La obra autobiográfica nombrada avanza por los pagos de la singularidad, comenzando por su adorada geografía hexagonal, de Lyon a Paris, verdadera ville lumière para el escritor que halla allá un ambiente propicio para compartir con sus pares, desterrados, fracasados, parias, exiliados, refugiados; del desprecio y los insultos recibidos en Viena… «llegar a Francia y comprobar que el insulto y la vejación constantes había quedado atrás fue todo uno», y las distintas geografías y vivencias tanto de su país natal como de su pasajera estancia en Amsterdam o su paso fugaz por Suiza, y las peripecias propias de un ser indocumentado que ha de probar la prisión, y más tarde una variedad de campos germanos, una veintena, entre franceses y alemanes, según cuenta. Todos los avatares descritos con la distancia propia de un ser impermeable al desánimo y al resentimiento, al tiempo que bien pertrechado de una abierta sinceridad y de una indudable capacidad de reflexionar sobre lo padecido, y el silencio que todo lo invade interrumpido por los incesantes rumores, sobre la amenaza nazi, sobre la existencia de cámaras de gas, sobre el fin de la guerra, etc.; rumores que las más de las veces eran recibidos como leyendas de agoreros de distinto pelaje. Silencio que se interrumpió en los campos en donde las palabras tomaron la escena y los hechos pasaron a hablar con cruel claridad. La marca de la casa queda expuesta con nitidez: la dificultad de expresar lo vivido en aquellos infectos barracones, la dificultad para explicar el comportamiento de los verdugos (no están lejos las consideraciones acerca de la banalidad del mal del que hablase Hannah Arendt), y la capacidad de la mente humana para cicatrizar las heridas, para poder continuar con la vida, que es lo que hizo Wander tras la liberación del campo y su vuelta a Viena, y los recelos con los que fue recibido… y la vida en la RDA y las demenciales purgas estalinistas, etc., etc., etc. y… «esa actividad interior, esa alegría en medio del horror […] mi ánimo satírico fruto de la agudeza de la visión, de la amargura, la renuncia y, también, la misericordia: la única y verdadera herencia de nuestro antepasados golpeados, expulsados e itinerantes…».

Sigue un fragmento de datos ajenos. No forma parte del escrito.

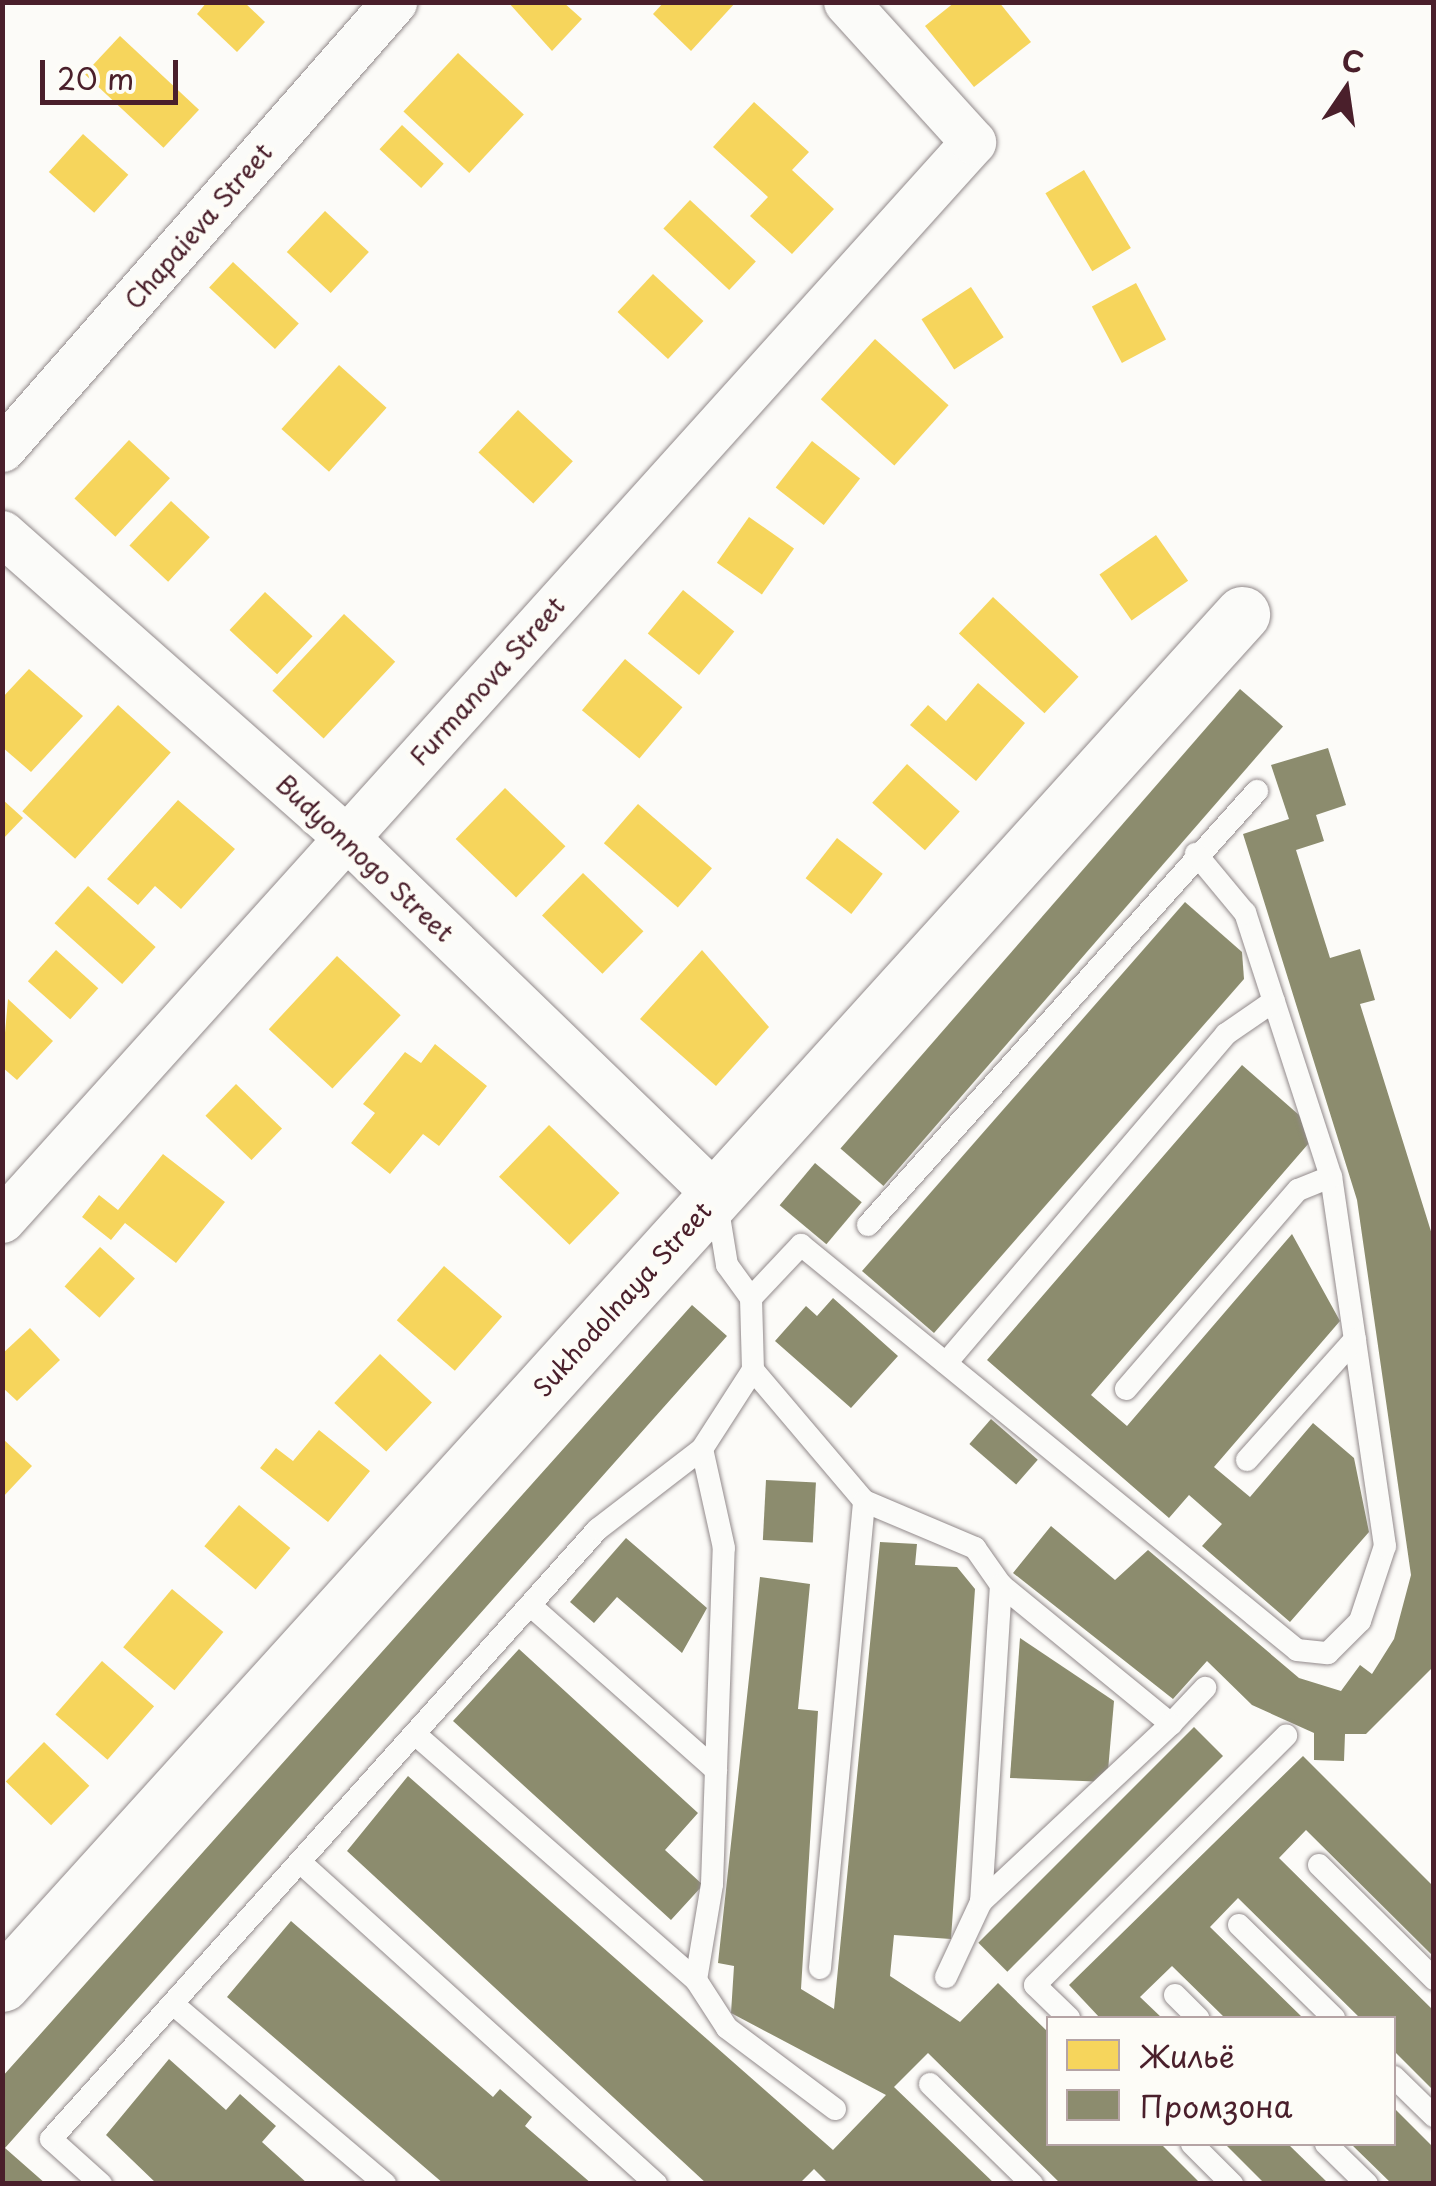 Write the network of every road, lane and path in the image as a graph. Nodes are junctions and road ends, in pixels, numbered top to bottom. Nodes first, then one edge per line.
1 (394, 2) edge
2 (846, 2) edge
3 (2, 449) edge
4 (2, 533) edge
5 (1242, 614) dead end
6 (1257, 791) dead end
7 (346, 837) junction
8 (1196, 854) junction
9 (1274, 1002) junction
10 (1331, 1178) junction
11 (716, 1195) junction
12 (2, 1220) edge
13 (868, 1225) dead end
14 (751, 1298) junction
15 (1355, 1339) junction
16 (946, 1363) junction
17 (753, 1370) junction
18 (1126, 1389) dead end
19 (702, 1449) junction
20 (1247, 1460) dead end
21 (864, 1500) junction
22 (1001, 1586) junction
23 (530, 1605) junction
24 (1204, 1688) dead end
25 (1170, 1724) junction
26 (415, 1734) junction
27 (1286, 1736) dead end
28 (716, 1770) junction
29 (300, 1862) junction
30 (1319, 1865) dead end
31 (980, 1902) junction
32 (1240, 1925) dead end
33 (820, 1968) dead end
34 (946, 1977) dead end
35 (696, 1980) junction
36 (1434, 1980) edge
37 (2, 1984) edge
38 (1175, 1995) dead end
39 (174, 2004) junction
40 (1066, 2016) edge
41 (1196, 2016) edge
42 (1332, 2016) edge
43 (1396, 2079) edge
44 (930, 2084) dead end
45 (835, 2109) dead end
46 (1434, 2116) edge
47 (1194, 2146) edge
48 (1328, 2146) edge
49 (101, 2184) edge
50 (384, 2184) edge
51 (656, 2184) edge
52 (1032, 2184) edge
53 (1232, 2184) edge
54 (1367, 2184) edge

1 - 3 street, Chapaieva Street
2 - 7 street, Furmanova Street
4 - 7 street, Budyonnogo Street
5 - 11 street, Sukhodolnaya Street
6 - 8 lane
7 - 11 street, Budyonnogo Street
7 - 12 street, Furmanova Street
8 - 9 lane
8 - 13 lane
9 - 10 lane
9 - 16 lane
10 - 15 lane
10 - 18 lane
11 - 14 lane
11 - 37 street, Sukhodolnaya Street
14 - 16 lane
14 - 17 lane
15 - 16 lane
15 - 20 lane
17 - 19 lane
17 - 21 lane
19 - 23 lane
19 - 28 lane
21 - 22 lane
21 - 33 lane
22 - 25 lane
22 - 31 lane
23 - 26 lane
23 - 28 lane
24 - 25 lane
25 - 31 lane
26 - 29 lane
26 - 35 lane
27 - 40 lane
28 - 35 lane
29 - 39 lane
29 - 51 lane
30 - 36 lane
31 - 34 lane
32 - 42 lane
35 - 45 lane
38 - 41 lane
39 - 49 lane
39 - 50 lane
43 - 46 lane
44 - 52 lane
47 - 53 lane
48 - 54 lane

Reducido al limbo debido a su pertenencia a las filas comunistas en la RDA a pesar de que sus posturas huían de cualquier ideología cerrada, su obra cobró, no obstante, amplitud y celebridad gracias a su singular retrato de las escenas de la Shoah, siendo considerada en su totalidad, al menos en las dos a las que me he referido, como autobiografía ficcionada, alejada, no obstante, de la primera persona, persona si es caso prestada a sus personajes, me refiero obviamente a los relatos; elaborada por medio de diferentes tanteos y tiempos, tras veinte años de silencio, hasta que el escritor fue hallando el modo de expresar la experiencia vivida. Una escritura en la que asoma la reivindicación de una utopía paria-disiaca, en la que el elogio del desarraigo, materializado en los exiliados, coincide en cierta medida con la visión de Hannah Arendt: seres fuera de los cánones habituales en lo referente al suelo patrio, a las convenciones sociales, etc., parias que son la figura del extranjero par excelllence, una vida en los márgenes, propia de los refugiados, que Arendt por influencia de Bernard Lazare venía a asimilar con la figura lazareana del rebelde, del anarquista; aspecto del que distaba Wander, en contraposición a su personaje de su texto autobiográfico Katia – como alter-ego del escritor – que era una paria resistente, distante en la medida de que subrayaba el carácter malgré eux de la colectividad de quienes se veían obligados a vivir de la ceca a la Meca, reivindicando, él, no obstante su identidad lábil, este lector de Albert Camus, y, más en concreto, de sus La peste o El extranjero; influenciado también por la vida y las enseñanzas de Henry-David Thoreau, salpimentadas con ciertas tonalidades orientales.